Steele Keeps Getting Better

Author's note: Thanks, Linda and Anne for letting me put my own spin on your idea about how Steele might react to getting older.-N.E.

Laura Holt Steele finished telling six-year-old Megan a bedtime story, then went to tell Patrick that it was time to turn out his light and go to bed. "But Mom," the thirteen year old whined, sounding very much like his father, "it's only ten. Everyone else I know gets to stay up much later."

"Well, you're not everyone else," Laura reminded him, turning off the VCR and TV in the middle of 'Indiana Jones and the Temple of Doom.'

"Mom, can't I finish the movie?"

"You've seen it a hundred times, dear," she said in a patient voice that suddenly flashed her back to her own mother. Laura froze. Good God, was she turning into her mother? Heaven forbid! How many times had the two of them had this same argument? Resolutely, Laura picked up the remote and turned the machine back on. "Once it's over, lights out, okay?"

"Sure," Patrick said, eyeing her warily. "You okay, Mom?"

Laura gave him a quick kiss on the top of the head. "I'm fine," she insisted. "Did your Dad come in to say goodnight?"

Patrick nodded, but his attention was already focused on Harrison Ford's daring exploits. "A long time ago," he said.

Laura sighed and went to the door, pausing to look back at the dark-haired, blue-eyed little boy --- who really wasn't a little boy anymore, she supposed. And he was too much like his father for his own good at times, she thought, smiling as he recited line for line the dialogue in the movie. Leaving him to his entertainment, she closed the door and went down the hall toward the master bedroom, expecting Remington to be waiting in bed for her.

But the bed was empty, and the bathroom door was closed. "Hey there," she said through the wood. "Are you coming to bed tonight, Mr. Steele?" She heard soft swearing and the sound of cabinet doors closing quickly.

"Oh, damn," Remington swore louder this time, and with a frown, Laura opened the door.

"What's going on in here?" she asked, her sharp eyes picking up the attempt to hide something behind his back as he stood before the sink in his bathrobe. He looked --- different somehow. Younger. And with her recent realization, her fear that she was turning into her mother, that bothered Laura for some reason.

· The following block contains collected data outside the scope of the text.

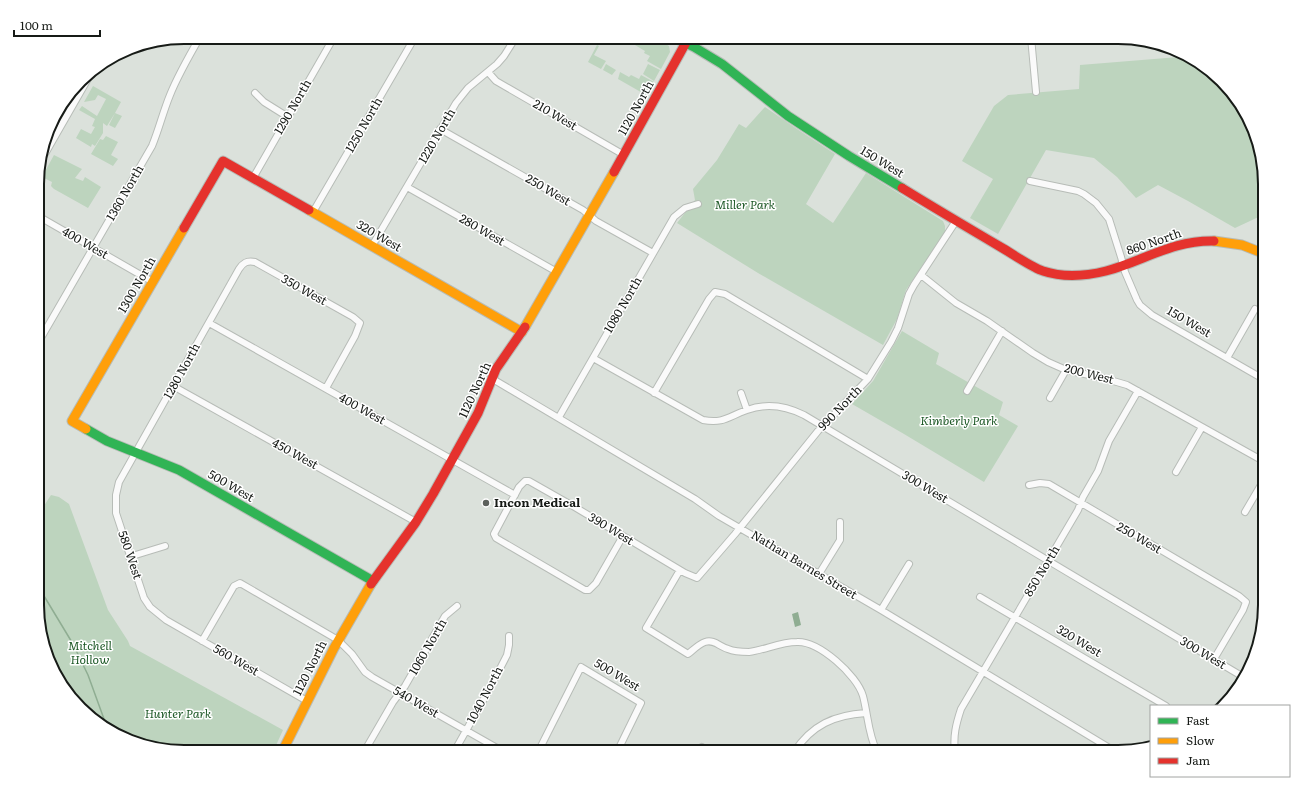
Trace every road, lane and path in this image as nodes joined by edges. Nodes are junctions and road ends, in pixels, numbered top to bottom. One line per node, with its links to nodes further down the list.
1 (196, 44): 26 (street, 1360 North)
2 (330, 44): 12 (street, 1290 North)
3 (411, 44): 21 (street, 1250 North)
4 (512, 44): 8 (street, 1220 North)
5 (685, 44): 15 (street, 1120 North)
6 (691, 44): 24 (street, 150 West)
7 (1032, 44): 10 (street)
8 (488, 72): 13 (street, 1220 North); 15 (street, 210 West)
9 (83, 87): 14 (street)
10 (1036, 92)
11 (255, 93): 12 (street)
12 (288, 116): 17 (street, 1290 North)
13 (440, 129): 19 (street, 1220 North); 22 (street, 250 West)
14 (49, 146)
15 (624, 155): 22 (street, 1120 North)
16 (223, 161): 17 (street, 320 West); 34 (street, 1300 North)
17 (252, 178): 21 (street, 320 West)
18 (1030, 181): 30 (street, 150 West)
19 (407, 187): 25 (street, 1220 North); 31 (street, 280 West)
20 (698, 204): 28 (street, 1080 North)
21 (313, 212): 25 (street, 320 West)
22 (589, 215): 28 (street, 250 West); 31 (street, 1120 North)
23 (44, 219): 26 (street, 400 West)
24 (956, 221): 32 (street, 150 West); 33 (street, 990 North)
25 (372, 246): 38 (street, 320 West)
26 (93, 248): 34 (street, 400 West); 39 (street, 1360 North)
27 (1258, 251): 30 (street, 860 North)
28 (653, 253): 40 (street, 1080 North)
29 (246, 262): 36 (street, 1280 North); 47 (street, 350 West)
30 (1123, 265): 32 (street, 860 North); 41 (street, 150 West)
31 (557, 272): 38 (street, 1120 North)
32 (1093, 274)
33 (921, 275): 37 (street, 200 West); 45 (street, 990 North)
34 (153, 282): 55 (street, 1300 North)
35 (1255, 309): 41 (street)
36 (209, 323): 46 (street, 1280 North); 47 (street, 400 West)
37 (1002, 331): 42 (street, 200 West); 48 (street)
38 (522, 332): 44 (street, 1120 North)
39 (44, 333)
40 (593, 358): 50 (street, 300 West); 54 (street, 1080 North)
41 (1227, 358): 43 (street, 150 West)
42 (1066, 370): 49 (street, 200 West); 52 (street)
43 (1258, 376)
44 (491, 378): 54 (street, Nathan Barnes Street); 60 (street, 1120 North)
45 (868, 379): 50 (street); 56 (street, 990 North)
46 (173, 386): 58 (street, 1280 North); 68 (street, 450 West)
47 (326, 388): 60 (street, 400 West)
48 (967, 391)
49 (1138, 391): 57 (street, 200 West); 66 (street, 850 North)
50 (654, 393): 53 (street, 300 West)
51 (741, 393): 53 (street)
52 (1050, 398)
53 (747, 410): 56 (street, 300 West)
54 (559, 417): 70 (street, Nathan Barnes Street)
55 (72, 421): 58 (street, 500 West)
56 (823, 426): 70 (street, 990 North); 74 (street, 300 West)
57 (1202, 427): 59 (street, 200 West); 61 (street)
58 (136, 452): 62 (street, 1280 North); 79 (street, 500 West)
59 (1258, 458)
60 (453, 460): 65 (street, 400 West); 68 (street, 1120 North)
61 (1176, 472)
62 (120, 482): 73 (street, 580 West)
63 (1029, 485): 66 (street, 250 West)
64 (1258, 490): 67 (street)
65 (515, 495): 71 (street, 390 West); 71 (street)
66 (1081, 503): 74 (street, 850 North); 88 (street, 250 West)
67 (1245, 512)
68 (416, 522): 79 (street, 1120 North)
69 (840, 522): 77 (street)
70 (740, 527): 77 (street, Nathan Barnes Street); 78 (street, 990 North)
71 (623, 536): 76 (street, 390 West)
72 (165, 546): 73 (street)
73 (130, 557): 84 (street, 580 West)
74 (1048, 561): 83 (street, 850 North); 88 (street, 300 West)
75 (909, 564): 82 (street)
76 (680, 570): 78 (street, 390 West); 94 (street)
77 (819, 574): 82 (street, Nathan Barnes Street)
78 (697, 578)
79 (373, 581): 86 (street, 1120 North)
80 (980, 596): 83 (street, 320 West)
81 (458, 606): 91 (street, 1060 North)
82 (881, 610): 89 (street, Nathan Barnes Street)
83 (1015, 617): 89 (street, 850 North); 93 (street, 320 West)
84 (166, 620): 87 (street, 560 West)
85 (509, 636): 95 (street, 1040 North)
86 (338, 640): 87 (street, 540 West); 91 (street, 540 West); 92 (street, 1120 North)
87 (202, 641): 92 (street, 560 West)
88 (1214, 659): 90 (street, 300 West)
89 (982, 672): 104 (street, 850 North); 105 (street, Nathan Barnes Street)
90 (1239, 675)
91 (400, 693): 95 (street, 540 West); 97 (street, 1060 North)
92 (307, 701): 96 (street, 1120 North)
93 (1164, 705)
94 (866, 713): 102 (street); 103 (street)
95 (466, 730): 98 (street, 1040 North); 99 (street, 540 West)
96 (285, 745)
97 (368, 745)
98 (458, 745)
99 (492, 745)
100 (542, 745): 101 (street, 500 West)
101 (620, 745)
102 (799, 745)
103 (874, 745)
104 (955, 745)
105 (1104, 745)

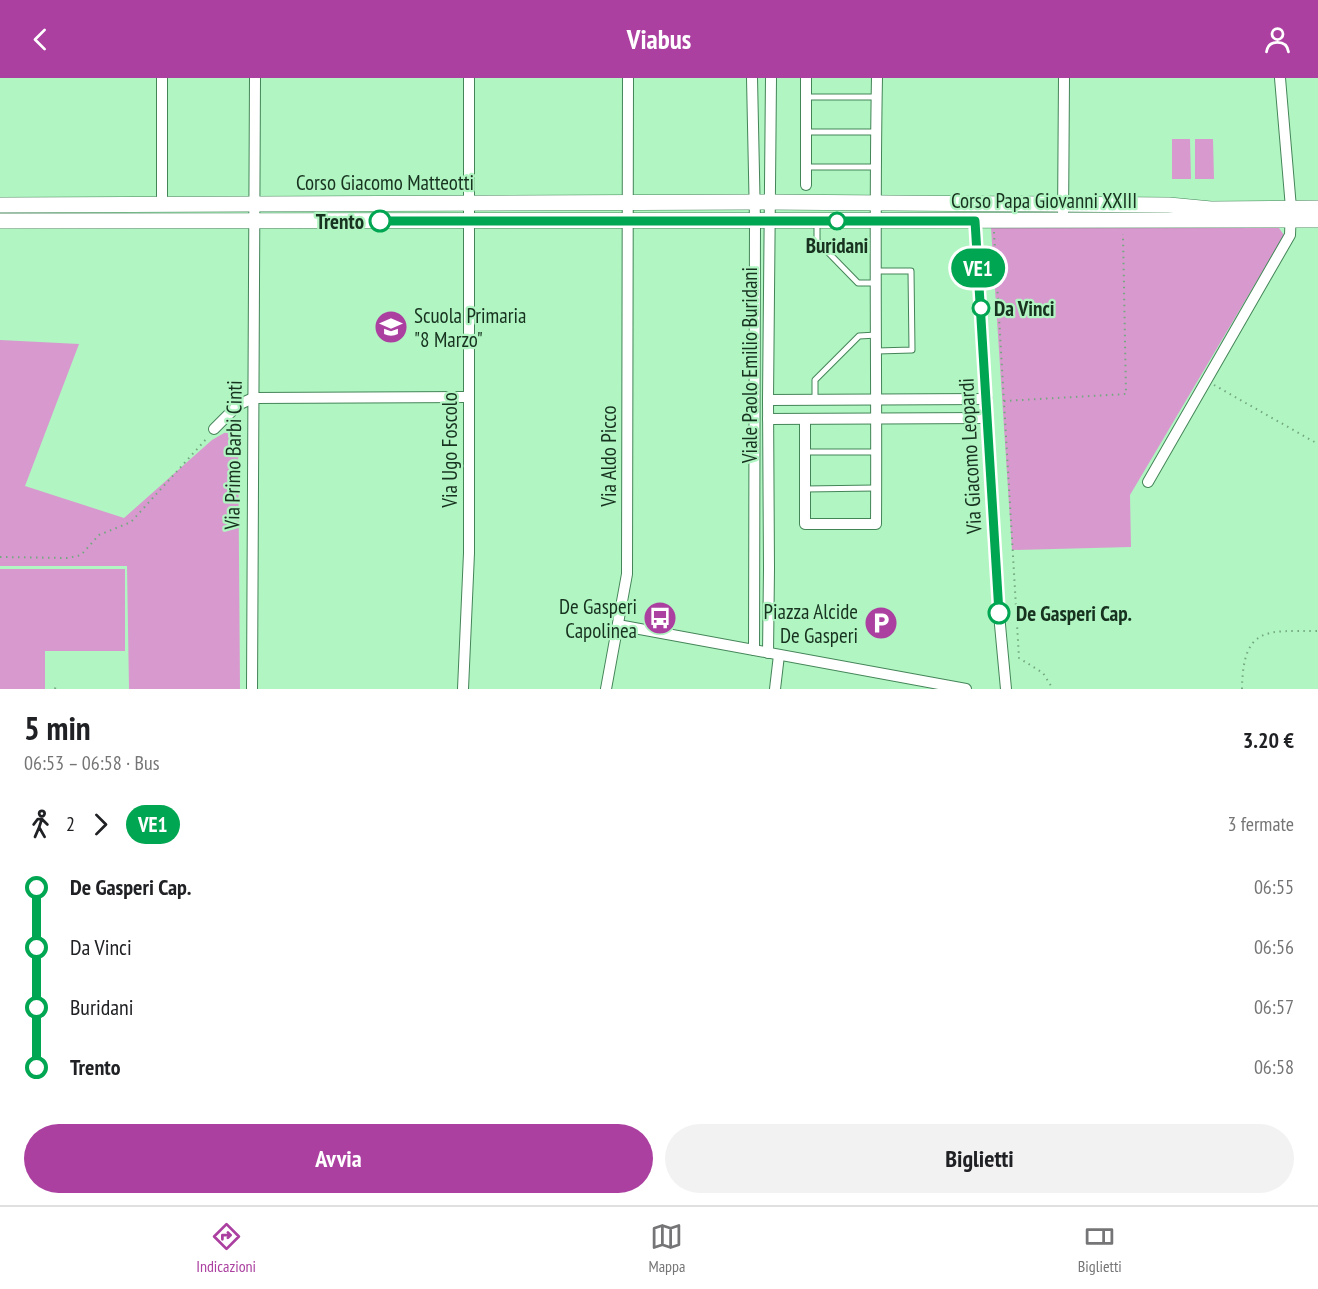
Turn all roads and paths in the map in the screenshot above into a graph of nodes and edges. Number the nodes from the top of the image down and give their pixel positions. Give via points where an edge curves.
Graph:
1 (162, 78) edge
2 (255, 78) edge
3 (469, 78) edge
4 (628, 78) edge
5 (752, 78) edge
6 (771, 78) edge
7 (806, 78) edge
8 (877, 78) edge
9 (1064, 78) edge
10 (1280, 78) edge
11 (806, 97) junction
12 (877, 97) junction
13 (806, 132) junction
14 (877, 132) junction
15 (806, 167) junction
16 (877, 167) junction
17 (806, 185) dead end
18 (628, 202) junction
19 (754, 202) junction
20 (770, 202) junction
21 (255, 203) junction
22 (162, 204) junction
23 (876, 204) junction
24 (0, 205) edge
25 (1063, 205) junction
26 (1318, 208) edge
27 (469, 212) junction
28 (1291, 214) junction
29 (1318, 220) edge
30 (0, 221) edge
31 (255, 221) junction
32 (628, 221) junction
33 (762, 221) junction
34 (817, 221) junction
35 (875, 221) junction
36 (975, 221) junction
37 (1063, 221) junction
38 (994, 232) dead end
39 (1123, 233) dead end
40 (876, 271) junction
41 (876, 283) junction
42 (877, 335) junction
43 (877, 351) junction
44 (1207, 380) junction
45 (468, 397) junction
46 (253, 398) junction
47 (878, 399) junction
48 (987, 399) junction
49 (768, 400) junction
50 (815, 400) junction
51 (1004, 400) junction
52 (988, 418) junction
53 (768, 419) junction
54 (805, 419) junction
55 (877, 419) junction
56 (214, 429) joint
57 (1318, 444) edge
58 (805, 452) junction
59 (877, 452) junction
60 (1148, 482) dead end
61 (877, 488) junction
62 (805, 489) junction
63 (0, 557) edge
64 (618, 625) junction
65 (1318, 631) edge
66 (754, 650) junction
67 (773, 654) junction
68 (56, 684) dead end
69 (55, 689) edge
70 (252, 689) edge
71 (462, 689) edge
72 (606, 689) edge
73 (774, 689) edge
74 (966, 689) edge
75 (1006, 689) edge
76 (1053, 689) edge
77 (1242, 689) edge

1 - 22 street
2 - 21 street, Via Primo Barbi Cinti
3 - 27 street, Via Ugo Foscolo
4 - 18 street, Via Aldo Picco
5 - 19 street, Viale Paolo Emilio Buridani
6 - 20 street, Viale Paolo Emilio Buridani
7 - 11 street
8 - 12 street
9 - 25 street
10 - 28 street
11 - 12 lane
11 - 13 street
12 - 14 street
13 - 14 lane
13 - 15 street
14 - 16 street
15 - 16 lane
15 - 17 street
16 - 23 street
18 - 19 street, Corso Giacomo Matteotti
18 - 27 street, Corso Giacomo Matteotti
18 - 32 street, Via Aldo Picco
19 - 20 street, Corso Giacomo Matteotti
19 - 33 street, Viale Paolo Emilio Buridani
20 - 23 street, Corso Papa Giovanni XXIII
20 - 33 street, Viale Paolo Emilio Buridani
21 - 22 street, Corso Giacomo Matteotti
21 - 27 street, Corso Giacomo Matteotti
21 - 31 street, Via Primo Barbi Cinti
22 - 24 street, Corso Giacomo Matteotti
23 - 25 street, Corso Papa Giovanni XXIII
23 - 35 street
25 - 28 street, Corso Papa Giovanni XXIII via 1169,205
25 - 37 street
26 - 28 street, Corso Papa Giovanni XXIII
27 - 31 street, Corso Giacomo Matteotti
27 - 32 street, Corso Giacomo Matteotti
27 - 45 street, Via Ugo Foscolo
28 - 29 street, Corso Papa Giovanni XXIII
28 - 37 street, Corso Papa Giovanni XXIII
28 - 44 street via 1290,235
30 - 31 street, Corso Giacomo Matteotti
31 - 46 street, Via Primo Barbi Cinti
32 - 33 street, Corso Giacomo Matteotti
32 - 64 street, Via Aldo Picco via 627,574
33 - 34 street, Corso Papa Giovanni XXIII
33 - 49 street, Viale Paolo Emilio Buridani
33 - 66 street, Viale Paolo Emilio Buridani
34 - 35 street, Corso Papa Giovanni XXIII
34 - 41 lane via 817,241 858,283
35 - 36 street, Corso Papa Giovanni XXIII
35 - 40 street
36 - 37 street, Corso Papa Giovanni XXIII
36 - 48 street, Via Giacomo Leopardi
38 - 51 path
39 - 51 path via 1126,394
40 - 41 street
40 - 43 lane via 910,271 912,350
41 - 42 street
42 - 43 street
42 - 50 lane via 859,336 815,380
43 - 47 street
44 - 57 path
44 - 60 street
45 - 46 street
45 - 71 street, Via Ugo Foscolo via 469,553
46 - 56 street via 238,405
46 - 70 street, Via Primo Barbi Cinti
47 - 48 street
47 - 50 street
47 - 55 street
48 - 52 street, Via Giacomo Leopardi
49 - 50 street
49 - 53 street, Viale Paolo Emilio Buridani
51 - 76 path via 1019,658 1043,673
52 - 55 street
52 - 75 street, Via Giacomo Leopardi
53 - 54 street
53 - 67 street, Viale Paolo Emilio Buridani
54 - 55 street
54 - 58 street
55 - 59 street
56 - 63 path via 131,522 99,535 81,555
58 - 59 lane
58 - 62 street
59 - 61 street
61 - 62 lane
61 - 62 street via 876,524 805,524
64 - 66 street
64 - 72 street, Via Aldo Picco
65 - 77 path via 1272,631 1258,638 1248,649
66 - 67 street
67 - 73 street, Viale Paolo Emilio Buridani
67 - 74 street
68 - 69 path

"Really, Laura, a man's toilette---" he began, but Laura pinned him with a look.

"What are you doing? What's that behind your back?"

"Oh, nothing," he insisted, turning and tossing the item into the nearby trash and moving to grab the waste basket. "Tomorrow's trash day, isn't it? I suppose I'd better empty this---"

Laura closed the bathroom door, and leaned against it, arms folded across her chest. "Today was trash day. And Patrick emptied all the trash last night, remember?" She held out her hand. "Give."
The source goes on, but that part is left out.